Transcribe the listing exactly, so that nothing but the pictures is missing.

> **Listed entries**:
+ + + + +
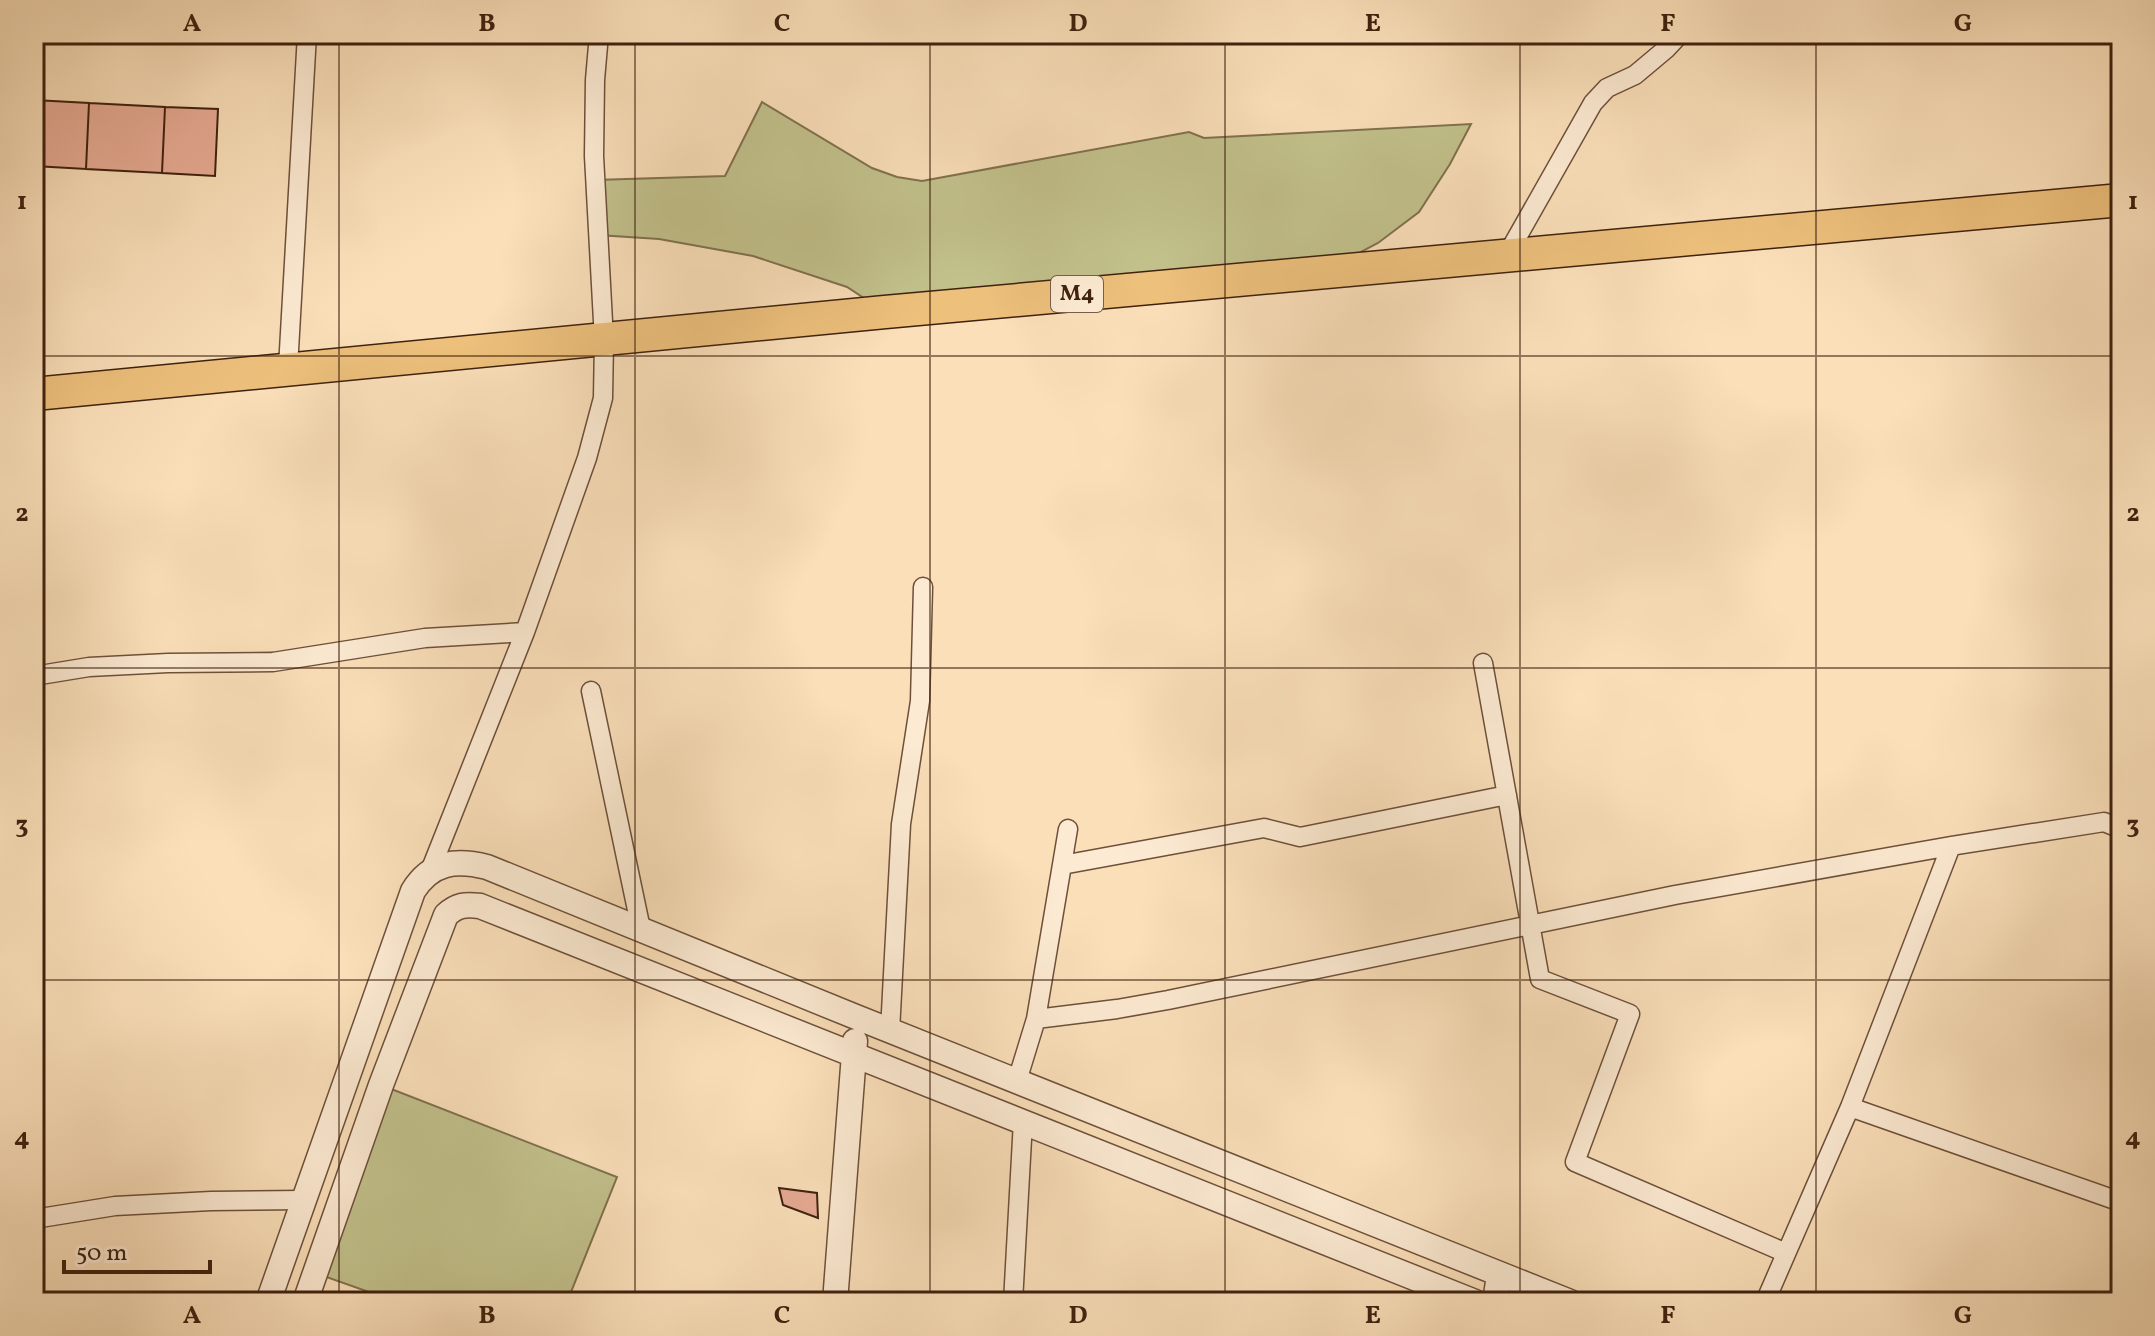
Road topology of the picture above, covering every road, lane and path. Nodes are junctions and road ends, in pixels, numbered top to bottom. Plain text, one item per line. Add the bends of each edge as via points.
1 (307, 34) edge
2 (599, 34) edge
3 (1680, 34) edge
4 (2121, 200) edge
5 (1507, 255) junction
6 (604, 340) junction
7 (288, 368) junction
8 (34, 394) edge
9 (923, 587) dead end
10 (525, 632) junction
11 (1483, 663) dead end
12 (34, 676) edge
13 (591, 691) dead end
14 (1507, 795) junction
15 (1068, 829) dead end
16 (2121, 829) edge
17 (1951, 846) junction
18 (1062, 865) junction
19 (430, 871) junction
20 (1530, 924) junction
21 (641, 929) junction
22 (856, 1017) junction
23 (1036, 1019) junction
24 (890, 1031) junction
25 (854, 1054) junction
26 (1017, 1081) junction
27 (1850, 1107) junction
28 (1023, 1121) junction
29 (303, 1200) junction
30 (2121, 1202) edge
31 (34, 1219) edge
32 (1786, 1253) junction
33 (1499, 1275) junction
34 (1525, 1294) edge
35 (268, 1302) edge
36 (305, 1302) edge
37 (835, 1302) edge
38 (1013, 1302) edge
39 (1475, 1302) edge
40 (1495, 1302) edge
41 (1570, 1302) edge
42 (1765, 1302) edge

1 - 7 street
2 - 6 street via 594,156
3 - 5 street via 1635,75 1607,88 1593,103
4 - 5 highway, M4
5 - 6 highway, M4
6 - 7 highway, M4
6 - 10 street via 603,398 587,458
7 - 8 highway, M4
9 - 24 street via 920,701 901,824
10 - 12 street via 425,638 273,662 89,667
10 - 19 street
11 - 14 street
13 - 21 street
14 - 18 street via 1300,837 1264,828
14 - 20 street
15 - 18 street
16 - 17 street via 2104,822
17 - 20 street
17 - 27 street
18 - 23 street
19 - 21 street via 470,862
19 - 29 street via 413,891
20 - 23 street via 1181,998
20 - 32 street via 1540,979 1630,1014 1575,1162
21 - 22 street
22 - 24 street
22 - 25 street
23 - 26 street
24 - 26 street
25 - 28 street
25 - 36 street via 480,906 453,909 446,915 381,1085
25 - 37 street
26 - 33 street
27 - 30 street
27 - 32 street
28 - 38 street
28 - 39 street
29 - 31 street via 115,1206
29 - 35 street
32 - 42 street
33 - 34 street
33 - 40 street
34 - 41 street

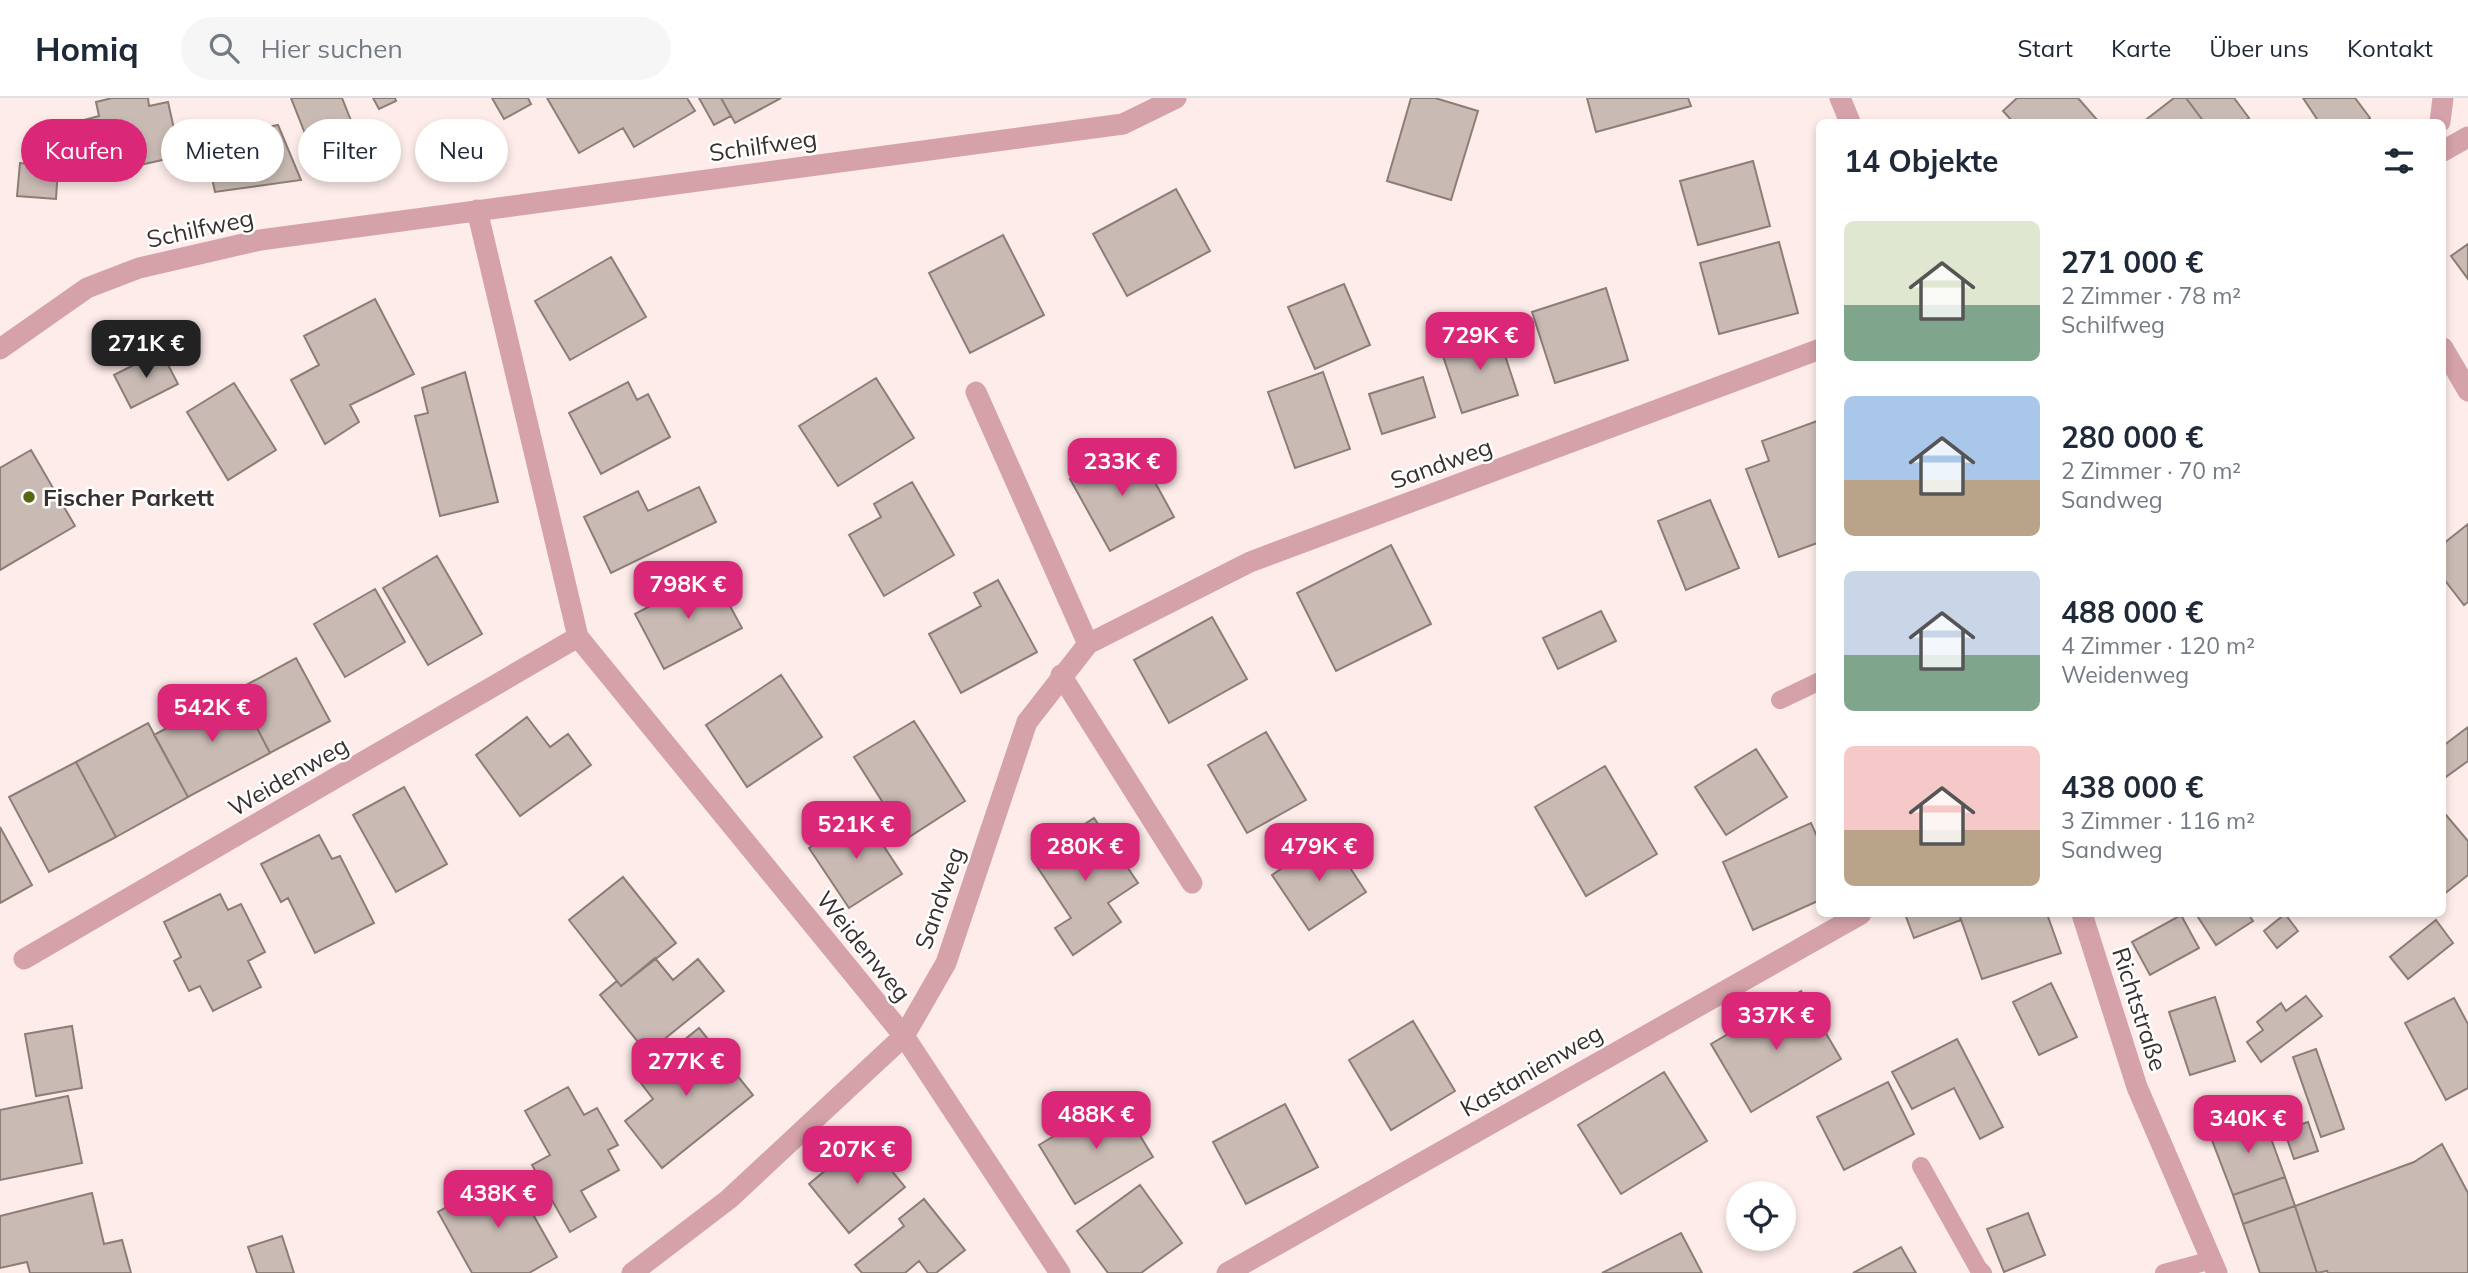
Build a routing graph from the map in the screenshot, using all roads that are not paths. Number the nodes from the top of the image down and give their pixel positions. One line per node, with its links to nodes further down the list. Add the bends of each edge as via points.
1 (1177, 98): 8 (street, Schilfweg, via 1123,124)
2 (1840, 98): 4 (street)
3 (2443, 98): 5 (street)
4 (1849, 119)
5 (2440, 119)
6 (2468, 137): 7 (street)
7 (2446, 149)
8 (477, 210): 9 (street, Schilfweg, via 260,240 139,268 87,288); 14 (street, Weidenweg)
9 (0, 349)
10 (1816, 350): 15 (street, Sandweg, via 1250,562)
11 (2446, 353): 12 (street)
12 (2468, 391)
13 (976, 393): 15 (street)
14 (578, 637): 22 (street, Weidenweg); 23 (street, Weidenweg)
15 (1088, 644): 16 (street, Sandweg)
16 (1061, 675): 19 (street); 23 (street, Sandweg, via 1027,722 946,963)
17 (1816, 683): 18 (lane)
18 (1780, 700)
19 (1192, 883)
20 (1856, 917): 28 (street, Kastanienweg)
21 (2083, 917): 25 (street, Richtstraße, via 2137,1087)
22 (24, 959)
23 (904, 1035): 26 (street, Sandweg, via 729,1199); 27 (street, Weidenweg)
24 (1922, 1166): 29 (lane)
25 (2215, 1267): 30 (lane)
26 (632, 1273)
27 (1060, 1273)
28 (1227, 1273)
29 (1983, 1273)
30 (2164, 1273)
+ + + + +
> **Answer to this problem**:
Road topology of the picture above, covering every road, lane and path. Nodes are junctions and road ends, in pixels, numbered top to bottom. Plain text, one item per line. Add the bends of each edge as via points.
1 (307, 34) edge
2 (599, 34) edge
3 (1680, 34) edge
4 (2121, 200) edge
5 (1507, 255) junction
6 (604, 340) junction
7 (288, 368) junction
8 (34, 394) edge
9 (923, 587) dead end
10 (525, 632) junction
11 (1483, 663) dead end
12 (34, 676) edge
13 (591, 691) dead end
14 (1507, 795) junction
15 (1068, 829) dead end
16 (2121, 829) edge
17 (1951, 846) junction
18 (1062, 865) junction
19 (430, 871) junction
20 (1530, 924) junction
21 (641, 929) junction
22 (856, 1017) junction
23 (1036, 1019) junction
24 (890, 1031) junction
25 (854, 1054) junction
26 (1017, 1081) junction
27 (1850, 1107) junction
28 (1023, 1121) junction
29 (303, 1200) junction
30 (2121, 1202) edge
31 (34, 1219) edge
32 (1786, 1253) junction
33 (1499, 1275) junction
34 (1525, 1294) edge
35 (268, 1302) edge
36 (305, 1302) edge
37 (835, 1302) edge
38 (1013, 1302) edge
39 (1475, 1302) edge
40 (1495, 1302) edge
41 (1570, 1302) edge
42 (1765, 1302) edge

1 - 7 street
2 - 6 street via 594,156
3 - 5 street via 1635,75 1607,88 1593,103
4 - 5 highway, M4
5 - 6 highway, M4
6 - 7 highway, M4
6 - 10 street via 603,398 587,458
7 - 8 highway, M4
9 - 24 street via 920,701 901,824
10 - 12 street via 425,638 273,662 89,667
10 - 19 street
11 - 14 street
13 - 21 street
14 - 18 street via 1300,837 1264,828
14 - 20 street
15 - 18 street
16 - 17 street via 2104,822
17 - 20 street
17 - 27 street
18 - 23 street
19 - 21 street via 470,862
19 - 29 street via 413,891
20 - 23 street via 1181,998
20 - 32 street via 1540,979 1630,1014 1575,1162
21 - 22 street
22 - 24 street
22 - 25 street
23 - 26 street
24 - 26 street
25 - 28 street
25 - 36 street via 480,906 453,909 446,915 381,1085
25 - 37 street
26 - 33 street
27 - 30 street
27 - 32 street
28 - 38 street
28 - 39 street
29 - 31 street via 115,1206
29 - 35 street
32 - 42 street
33 - 34 street
33 - 40 street
34 - 41 street

Build a routing graph from the map in the screenshot, using all roads that are not paths. Number the nodes from the top of the image down and give their pixel positions. One line per node, with its links to nodes further down the list. Add the bends of each edge as via points.
1 (1177, 98): 8 (street, Schilfweg, via 1123,124)
2 (1840, 98): 4 (street)
3 (2443, 98): 5 (street)
4 (1849, 119)
5 (2440, 119)
6 (2468, 137): 7 (street)
7 (2446, 149)
8 (477, 210): 9 (street, Schilfweg, via 260,240 139,268 87,288); 14 (street, Weidenweg)
9 (0, 349)
10 (1816, 350): 15 (street, Sandweg, via 1250,562)
11 (2446, 353): 12 (street)
12 (2468, 391)
13 (976, 393): 15 (street)
14 (578, 637): 22 (street, Weidenweg); 23 (street, Weidenweg)
15 (1088, 644): 16 (street, Sandweg)
16 (1061, 675): 19 (street); 23 (street, Sandweg, via 1027,722 946,963)
17 (1816, 683): 18 (lane)
18 (1780, 700)
19 (1192, 883)
20 (1856, 917): 28 (street, Kastanienweg)
21 (2083, 917): 25 (street, Richtstraße, via 2137,1087)
22 (24, 959)
23 (904, 1035): 26 (street, Sandweg, via 729,1199); 27 (street, Weidenweg)
24 (1922, 1166): 29 (lane)
25 (2215, 1267): 30 (lane)
26 (632, 1273)
27 (1060, 1273)
28 (1227, 1273)
29 (1983, 1273)
30 (2164, 1273)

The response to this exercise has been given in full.